Overexpression of SEZ6L2 predicts poor prognosis in patients with cholangiocarcinoma

Background: With the feature of destructive and biliary malignancy, intrahepatic cholangiocarcinoma (ICC), presents unclear molecular mechanisms which contributes to typically poor prognosis for patients. Seizure-related 6 homolog-like 2 (SEZ6L2) is a gene that encodes for a seizure-associated protein localized on the cell surface. Thus far, the function of SEZ6L2 in ICC has not been reported. Methods: We used data from The Cancer Genome Atlas and the Gene Expression Omnibus to analyze dynamics behind and levels of expression of SEZ6L2 in ICC. Then we used qRT-PCR and Immunohistochemical staining to detect levels of expression of SEZ6L2 and thereby determined the potential clinical significance of this protein in ICC. Results: According to qRT-PCR and immunohistochemical analysis results, SEZ6L2 was overexpressed in ICC. Kaplan-Meier and Cox proportional hazard analyses indicated that patients afflicted by ICC with high levels of relative expression of SEZ6L2 have a poorer prognosis and that SEZ6L2 may be an independent prognostic factor which enables to the accurate prediction of overall survival (OS) and disease-free survivals' (DFS) expected rates.

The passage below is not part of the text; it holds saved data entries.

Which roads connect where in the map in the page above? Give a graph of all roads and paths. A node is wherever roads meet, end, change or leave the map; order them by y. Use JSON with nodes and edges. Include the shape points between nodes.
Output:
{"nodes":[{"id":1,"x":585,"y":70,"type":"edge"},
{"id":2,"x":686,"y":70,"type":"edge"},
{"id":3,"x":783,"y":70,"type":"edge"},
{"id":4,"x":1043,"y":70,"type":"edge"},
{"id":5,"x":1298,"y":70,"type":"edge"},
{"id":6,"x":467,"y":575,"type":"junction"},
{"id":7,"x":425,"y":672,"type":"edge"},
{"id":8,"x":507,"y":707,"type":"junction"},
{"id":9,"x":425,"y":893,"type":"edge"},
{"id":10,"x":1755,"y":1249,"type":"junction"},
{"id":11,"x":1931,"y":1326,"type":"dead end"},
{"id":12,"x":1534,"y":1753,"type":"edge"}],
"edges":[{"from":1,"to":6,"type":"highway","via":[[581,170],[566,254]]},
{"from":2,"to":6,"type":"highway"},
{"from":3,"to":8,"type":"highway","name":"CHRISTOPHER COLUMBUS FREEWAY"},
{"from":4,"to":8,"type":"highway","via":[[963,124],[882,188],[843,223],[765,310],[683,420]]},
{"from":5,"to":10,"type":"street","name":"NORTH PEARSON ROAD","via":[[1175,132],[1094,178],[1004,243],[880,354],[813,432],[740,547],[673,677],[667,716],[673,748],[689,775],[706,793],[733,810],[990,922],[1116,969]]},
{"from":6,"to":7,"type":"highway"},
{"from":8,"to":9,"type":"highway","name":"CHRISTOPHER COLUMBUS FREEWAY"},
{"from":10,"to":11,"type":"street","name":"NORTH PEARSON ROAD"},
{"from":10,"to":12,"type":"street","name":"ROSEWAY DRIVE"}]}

Subcutaneous xenograft models used to explore the role of SEZ6L2 in tumor formation in vivo. The dynamics of the SEZ6L2 gene being promote angiogenesis in cholangiocarcinoma are related to increasing expressive growth factors which include EGF, VEGF, PDGF and the activation of the P38-MAPK pathway. Conclusions: Our findings suggest that SEZ6L2 can serve as an advanced biomarker that can be used to accurately predict a patient prognosis and be used as a target for ICC treatment.